Ryan: As a Sixers fan, and probably an atypical Sixers fan at this point, I’m almost more interested in Jrue Holiday than I am in Anthony Davis. I know I should probably be fired into the sun for that statement. Maybe the Doug Collins era made me damaged goods. I think, like we did with LeBron, we will spend a long time and a lot of energy trying to think of different places for Davis to go, and he will wind up with the Lakers.
The Holiday bit does lead me to my next question: Would Demps consider what I think would be an unprecedented teardown midseason? Holiday said Davis was 90 percent of the reason he re-signed with New Orleans. Is it worth considering a Davis deal in relation to a possible Holiday transaction as well?
Verrier: “Teams should actually be trying to trade for Jrue” is definitely a Ringer take. (Literally. I just talked to someone in the office about it.) But I’m here for it. Holiday is versatile enough to fit on almost any roster. And he’d be a great fit on a team like the Sixers, who need someone who can do a little bit of everything more than they need another mouth to feed on offense. Having said that, I would be surprised if the Pelicans were to move him. The team has been reluctant to bottom out since drafting Davis, and it probably doesn’t want to lose what little momentum the AD era created with fans. But bottoming out is clearly the most prudent approach. FiveThirtyEight has them at a 22 percent chance of making the playoffs—and that’s with a healthy and productive Davis. There appears to be a big advantage to selling in this trade market, and a lot of their rotation (Nikola Mirotic, Julius Randle, Elfrid Payton, etc.) can walk for nothing this summer. Backing into Zion Williamson would make for a nice time-is-a-flat-circle moment, I guess.
Ryan: I think I heard every Knicks fan I know start cutting Lone Star cans into Dell Demps figurines just now.
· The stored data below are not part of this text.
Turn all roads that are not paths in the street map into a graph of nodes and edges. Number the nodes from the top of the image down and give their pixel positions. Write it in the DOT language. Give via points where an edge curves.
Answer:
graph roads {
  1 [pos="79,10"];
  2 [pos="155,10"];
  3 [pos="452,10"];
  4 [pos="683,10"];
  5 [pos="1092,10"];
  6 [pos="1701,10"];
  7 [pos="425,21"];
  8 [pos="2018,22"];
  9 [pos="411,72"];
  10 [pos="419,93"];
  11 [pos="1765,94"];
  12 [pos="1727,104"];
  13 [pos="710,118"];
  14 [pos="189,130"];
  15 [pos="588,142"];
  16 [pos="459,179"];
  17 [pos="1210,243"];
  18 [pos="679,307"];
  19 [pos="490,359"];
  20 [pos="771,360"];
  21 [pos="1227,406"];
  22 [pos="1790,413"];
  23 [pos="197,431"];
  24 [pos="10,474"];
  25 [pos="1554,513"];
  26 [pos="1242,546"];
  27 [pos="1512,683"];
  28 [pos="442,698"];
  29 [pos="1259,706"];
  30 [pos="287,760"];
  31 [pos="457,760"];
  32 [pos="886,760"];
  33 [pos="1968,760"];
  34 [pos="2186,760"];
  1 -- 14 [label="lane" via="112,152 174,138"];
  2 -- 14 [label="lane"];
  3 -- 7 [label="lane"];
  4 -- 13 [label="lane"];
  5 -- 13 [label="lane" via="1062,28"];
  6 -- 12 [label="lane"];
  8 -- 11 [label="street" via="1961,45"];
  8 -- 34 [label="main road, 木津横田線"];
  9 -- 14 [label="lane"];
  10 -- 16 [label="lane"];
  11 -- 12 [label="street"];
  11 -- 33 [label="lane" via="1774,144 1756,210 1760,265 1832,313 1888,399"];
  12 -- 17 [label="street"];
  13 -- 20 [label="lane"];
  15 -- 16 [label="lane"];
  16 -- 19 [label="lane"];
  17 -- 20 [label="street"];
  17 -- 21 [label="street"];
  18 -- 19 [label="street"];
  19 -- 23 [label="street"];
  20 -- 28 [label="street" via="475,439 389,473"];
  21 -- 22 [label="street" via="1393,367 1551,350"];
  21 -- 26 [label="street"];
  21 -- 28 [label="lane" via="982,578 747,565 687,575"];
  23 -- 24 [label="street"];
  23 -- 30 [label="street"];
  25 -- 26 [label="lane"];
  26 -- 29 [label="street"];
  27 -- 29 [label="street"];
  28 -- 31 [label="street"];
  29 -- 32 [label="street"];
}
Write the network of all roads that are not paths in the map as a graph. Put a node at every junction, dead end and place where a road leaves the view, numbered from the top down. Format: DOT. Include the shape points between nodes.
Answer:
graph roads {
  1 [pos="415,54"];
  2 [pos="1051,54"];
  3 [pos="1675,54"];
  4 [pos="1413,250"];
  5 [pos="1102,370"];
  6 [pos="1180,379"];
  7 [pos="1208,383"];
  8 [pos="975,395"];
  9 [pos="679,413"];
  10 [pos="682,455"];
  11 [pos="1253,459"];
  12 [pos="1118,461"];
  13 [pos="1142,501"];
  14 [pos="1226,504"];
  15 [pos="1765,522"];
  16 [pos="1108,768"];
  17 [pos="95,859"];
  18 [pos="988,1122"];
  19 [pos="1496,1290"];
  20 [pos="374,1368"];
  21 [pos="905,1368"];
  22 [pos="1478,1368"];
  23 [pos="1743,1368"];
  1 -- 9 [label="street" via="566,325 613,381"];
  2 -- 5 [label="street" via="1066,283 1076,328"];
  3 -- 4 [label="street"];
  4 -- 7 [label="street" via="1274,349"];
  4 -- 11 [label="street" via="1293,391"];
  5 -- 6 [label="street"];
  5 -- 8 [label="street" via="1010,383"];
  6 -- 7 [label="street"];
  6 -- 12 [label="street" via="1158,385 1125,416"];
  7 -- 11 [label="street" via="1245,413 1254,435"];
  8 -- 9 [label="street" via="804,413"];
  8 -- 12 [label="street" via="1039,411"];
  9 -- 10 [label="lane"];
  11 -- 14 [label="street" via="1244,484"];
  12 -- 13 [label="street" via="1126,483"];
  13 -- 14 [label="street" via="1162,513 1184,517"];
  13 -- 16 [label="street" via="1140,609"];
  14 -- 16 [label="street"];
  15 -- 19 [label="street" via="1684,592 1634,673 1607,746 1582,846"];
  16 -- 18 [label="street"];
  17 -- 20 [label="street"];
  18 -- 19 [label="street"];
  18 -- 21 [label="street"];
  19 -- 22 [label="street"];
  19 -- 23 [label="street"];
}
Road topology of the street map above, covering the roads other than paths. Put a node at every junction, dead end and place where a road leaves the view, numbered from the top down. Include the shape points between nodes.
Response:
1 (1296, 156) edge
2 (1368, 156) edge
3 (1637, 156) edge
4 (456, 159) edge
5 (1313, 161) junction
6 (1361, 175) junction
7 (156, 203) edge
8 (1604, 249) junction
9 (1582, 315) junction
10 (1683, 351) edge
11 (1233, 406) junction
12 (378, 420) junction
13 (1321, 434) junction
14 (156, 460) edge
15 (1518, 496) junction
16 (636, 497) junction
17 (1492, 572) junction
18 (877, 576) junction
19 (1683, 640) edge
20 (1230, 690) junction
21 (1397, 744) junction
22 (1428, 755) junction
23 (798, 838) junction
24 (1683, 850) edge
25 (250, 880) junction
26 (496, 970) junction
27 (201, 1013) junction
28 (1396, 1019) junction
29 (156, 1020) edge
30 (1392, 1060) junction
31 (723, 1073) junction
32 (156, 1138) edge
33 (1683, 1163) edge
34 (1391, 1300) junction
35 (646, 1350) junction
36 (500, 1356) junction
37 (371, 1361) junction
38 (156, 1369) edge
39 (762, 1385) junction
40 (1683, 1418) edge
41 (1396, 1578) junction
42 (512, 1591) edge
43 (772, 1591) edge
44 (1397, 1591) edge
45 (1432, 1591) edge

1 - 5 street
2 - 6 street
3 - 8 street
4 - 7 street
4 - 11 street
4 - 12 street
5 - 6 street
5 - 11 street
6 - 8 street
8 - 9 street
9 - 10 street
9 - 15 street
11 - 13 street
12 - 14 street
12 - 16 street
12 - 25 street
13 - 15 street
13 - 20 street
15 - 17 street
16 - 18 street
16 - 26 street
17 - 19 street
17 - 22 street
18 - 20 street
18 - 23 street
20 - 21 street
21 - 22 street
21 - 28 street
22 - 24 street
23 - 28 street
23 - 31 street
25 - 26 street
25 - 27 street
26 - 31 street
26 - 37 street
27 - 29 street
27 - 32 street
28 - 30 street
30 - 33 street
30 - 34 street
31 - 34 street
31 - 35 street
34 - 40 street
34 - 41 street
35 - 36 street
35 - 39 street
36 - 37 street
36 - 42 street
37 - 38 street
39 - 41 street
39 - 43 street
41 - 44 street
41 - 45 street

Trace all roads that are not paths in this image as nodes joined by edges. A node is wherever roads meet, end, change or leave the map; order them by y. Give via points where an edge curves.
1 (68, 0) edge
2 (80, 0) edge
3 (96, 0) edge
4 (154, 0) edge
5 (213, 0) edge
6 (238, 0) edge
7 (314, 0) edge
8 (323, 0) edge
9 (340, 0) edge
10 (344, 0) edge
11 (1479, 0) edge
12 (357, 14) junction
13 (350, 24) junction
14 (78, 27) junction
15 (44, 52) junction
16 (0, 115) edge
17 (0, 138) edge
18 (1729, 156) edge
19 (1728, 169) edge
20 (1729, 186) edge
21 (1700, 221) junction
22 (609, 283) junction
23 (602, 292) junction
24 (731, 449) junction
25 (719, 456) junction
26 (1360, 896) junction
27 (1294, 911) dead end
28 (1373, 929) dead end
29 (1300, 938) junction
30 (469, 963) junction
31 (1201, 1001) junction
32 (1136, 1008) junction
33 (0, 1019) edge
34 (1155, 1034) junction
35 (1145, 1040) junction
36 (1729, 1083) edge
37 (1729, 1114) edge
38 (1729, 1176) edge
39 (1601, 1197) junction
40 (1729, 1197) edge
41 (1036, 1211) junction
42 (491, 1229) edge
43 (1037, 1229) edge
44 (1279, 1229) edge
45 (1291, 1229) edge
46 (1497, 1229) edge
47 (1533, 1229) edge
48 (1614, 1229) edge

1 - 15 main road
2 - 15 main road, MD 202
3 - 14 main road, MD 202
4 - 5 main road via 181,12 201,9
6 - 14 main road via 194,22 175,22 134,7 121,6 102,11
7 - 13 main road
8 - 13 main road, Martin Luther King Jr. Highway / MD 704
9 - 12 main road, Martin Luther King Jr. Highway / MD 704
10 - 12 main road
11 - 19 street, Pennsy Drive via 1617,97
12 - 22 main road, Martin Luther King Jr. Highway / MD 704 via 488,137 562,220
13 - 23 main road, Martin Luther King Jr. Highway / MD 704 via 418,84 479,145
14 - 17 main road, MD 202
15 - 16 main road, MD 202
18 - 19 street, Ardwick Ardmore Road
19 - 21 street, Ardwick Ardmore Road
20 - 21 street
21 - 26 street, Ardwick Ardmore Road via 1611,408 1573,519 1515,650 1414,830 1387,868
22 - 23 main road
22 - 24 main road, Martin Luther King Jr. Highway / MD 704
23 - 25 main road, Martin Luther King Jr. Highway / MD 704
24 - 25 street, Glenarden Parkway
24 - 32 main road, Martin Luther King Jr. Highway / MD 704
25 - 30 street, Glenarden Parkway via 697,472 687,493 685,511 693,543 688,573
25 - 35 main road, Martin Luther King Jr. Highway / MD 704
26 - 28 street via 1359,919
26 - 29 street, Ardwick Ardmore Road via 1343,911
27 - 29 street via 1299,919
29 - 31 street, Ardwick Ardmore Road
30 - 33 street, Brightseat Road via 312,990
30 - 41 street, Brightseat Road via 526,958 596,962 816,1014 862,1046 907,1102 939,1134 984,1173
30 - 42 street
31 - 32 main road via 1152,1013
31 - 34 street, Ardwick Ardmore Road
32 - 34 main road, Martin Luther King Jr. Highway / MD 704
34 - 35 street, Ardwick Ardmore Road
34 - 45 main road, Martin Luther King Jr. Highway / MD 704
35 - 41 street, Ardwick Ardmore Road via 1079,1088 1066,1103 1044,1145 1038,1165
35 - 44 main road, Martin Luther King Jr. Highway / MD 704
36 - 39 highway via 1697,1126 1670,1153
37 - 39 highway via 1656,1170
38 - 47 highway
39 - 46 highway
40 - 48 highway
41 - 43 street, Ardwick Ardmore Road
If you had to guess, is there an institutional (meaning: Benson and Loomis) commitment to Demps being the person to oversee the likely complete transformation, if not rebuilding, of the franchise? Or could this be the most interesting, most complicated front-office job on the market come summer?
Verrier: I feel like Demps has been on the chopping block virtually every season since the Bensons took over. (Including last season, until the Pels went on that torrid second-half run and bought Demps a new contract.) But the same problem that existed then exists now: If not him, then who? All of the Pelicans’ top executives hail from the Saints’ side of the org chart, so I’m not sure whom they can turn to to come up with a list of candidates, let alone choose the next steward of the franchise. In years past, Joe Dumars was widely assumed by people outside of New Orleans to be next in line if Demps should go, but only because (a) he was (allegedly) the one telling everyone that and (b) he’s a New Orleans native.
Maybe they’ll turn operations over to Ferry. Or maybe they’ll hire outside consultants, the way a college football program would in this situation. Maybe, just maybe, their naivete will lead them to an outside-the-box candidate with big ideas and they’ll end up with Sam Hinkie. I highly doubt it, considering how conservative they’ve been with things like the luxury tax and their scouting budget, but they need more creative thinking up and down the organization. Otherwise, this vicious cycle may keep repeating itself.